Bowing, Raeburn handed off the casket to Barclay, then took the wand from Richter and stepped aside, back pressed against one of the stones. He could feel familiar power stirring in his hand as he held the birch wand aloft and the others fell into processional order behind Taliere: first the two assistants flanking the still docile bull, then Barclay and Mallory, and finally Richter, bringing up the rear. When all were in position, Taliere thrice struck the ground between the two stones with the butt of his staff, then lifted his eyes toward the icy stars as he clasped the staff with both hands.

"This is the hour appointed," he whispered, in a tone both hushed and resonant, "the hour of darkness that belongs neither to the sun nor to the moon. This is the hour of blood and prophecy. Let all who hunger come forth from the darkness and be present at the feast!"

The light wind seemed to die, giving way to an expectant hush. The winter stars shone out with sudden, fierce brightness, as if the intervening air had been thinned and rarefied by an abrupt shift in altitude. As the hush lengthened, Taliere drew himself up and stepped through the gap into the compass of the ring.

Those behind him followed, the bull snuffling in mild protest, for where the air outside the circle had been dark and clear, here within the perimeter it was luridly brightened by the glare of oil lamps set at the four quarters. Once all the members of the procession had passed within, Raeburn stepped inside the circle and scribed his wand three times across the gap between the two stones, then laid it across the threshold in final sealing. Content for the moment to let Taliere take center stage, Raeburn positioned himself beside Barclay, standing with his back to one of the stones, and nodded his readiness for Taliere to continue.

The old Druid moved to the center stone, between it and the darker depression of the ruined cairn, and halted to bend at the waist in profound obeisance. For a moment he remained thus, silent and with head bowed, gnarled hands knotted together around the neck of his staff. Then slowly he straightened and solemnly began to chant.

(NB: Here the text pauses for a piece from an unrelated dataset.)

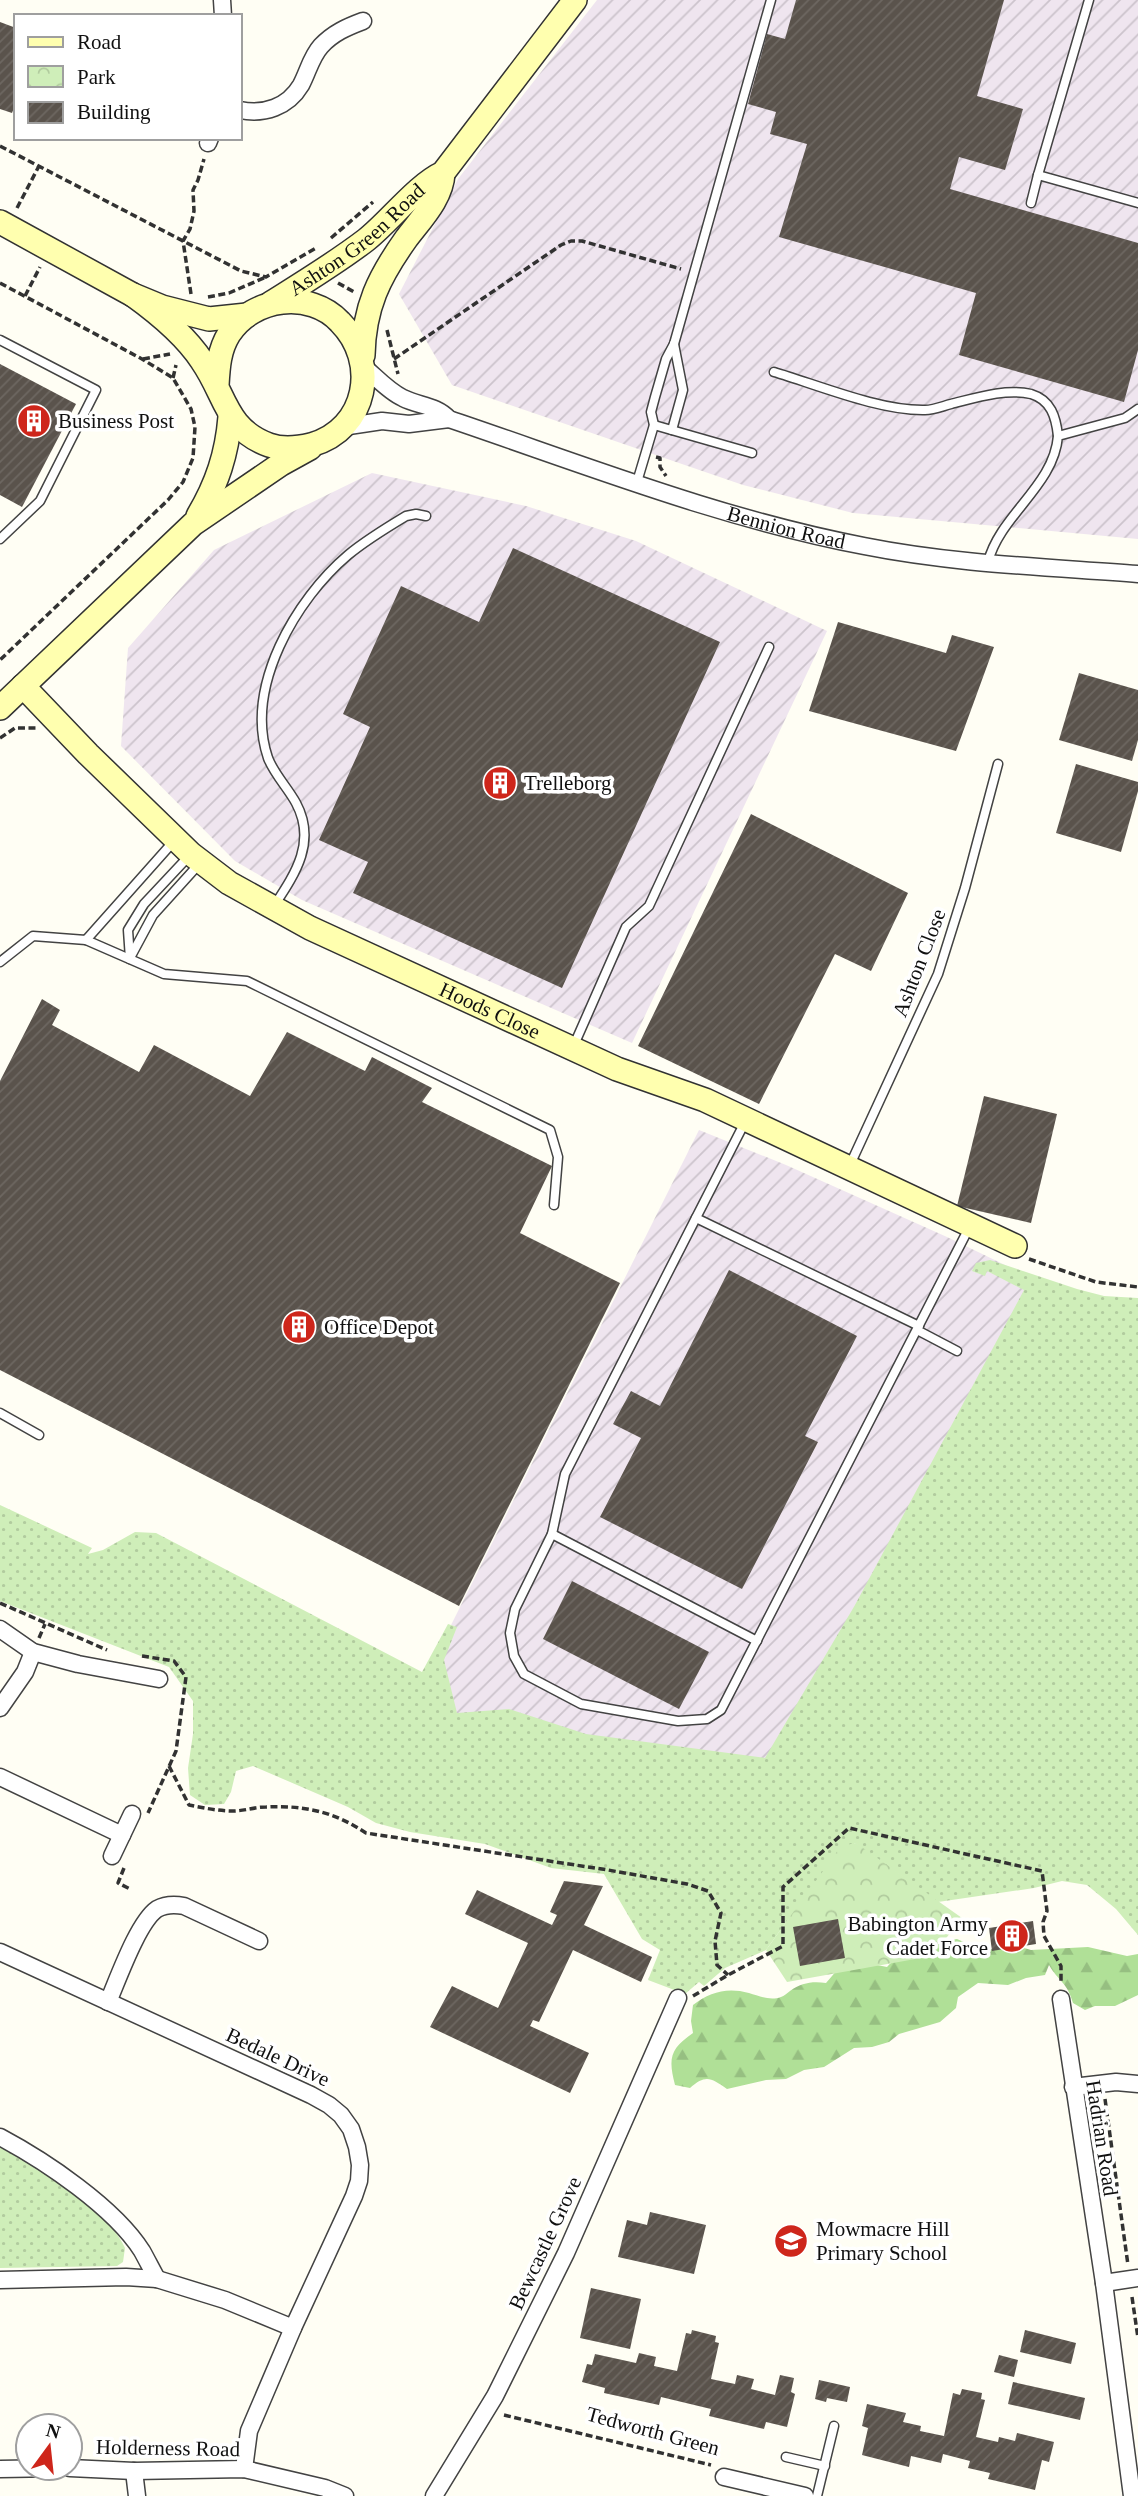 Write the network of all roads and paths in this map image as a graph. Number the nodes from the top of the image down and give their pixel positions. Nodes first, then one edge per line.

The language he used was not Scots Gaelic, but an ancient Celtic dialect called up out of the distant past. Soft at first, his voice accumulated pitch and force, sending dissonant echoes ricocheting eerily around the circle from stone to stone, though Raeburn knew that the sound could no more pass outside than the light of the lanterns could. The chant peaked to a crescendo, then ceased. In the heavy silence that followed, as Taliere turned to regard his fellow celebrants, his gaze took on an otherworldly sharpness, as did his voice.

"Know ye that this is the place of oath-fasting, sacred to the Lords Elemental. Know that these stones were erected to honor Them; nor will They abandon this site for so long as the stones themselves retain their memory.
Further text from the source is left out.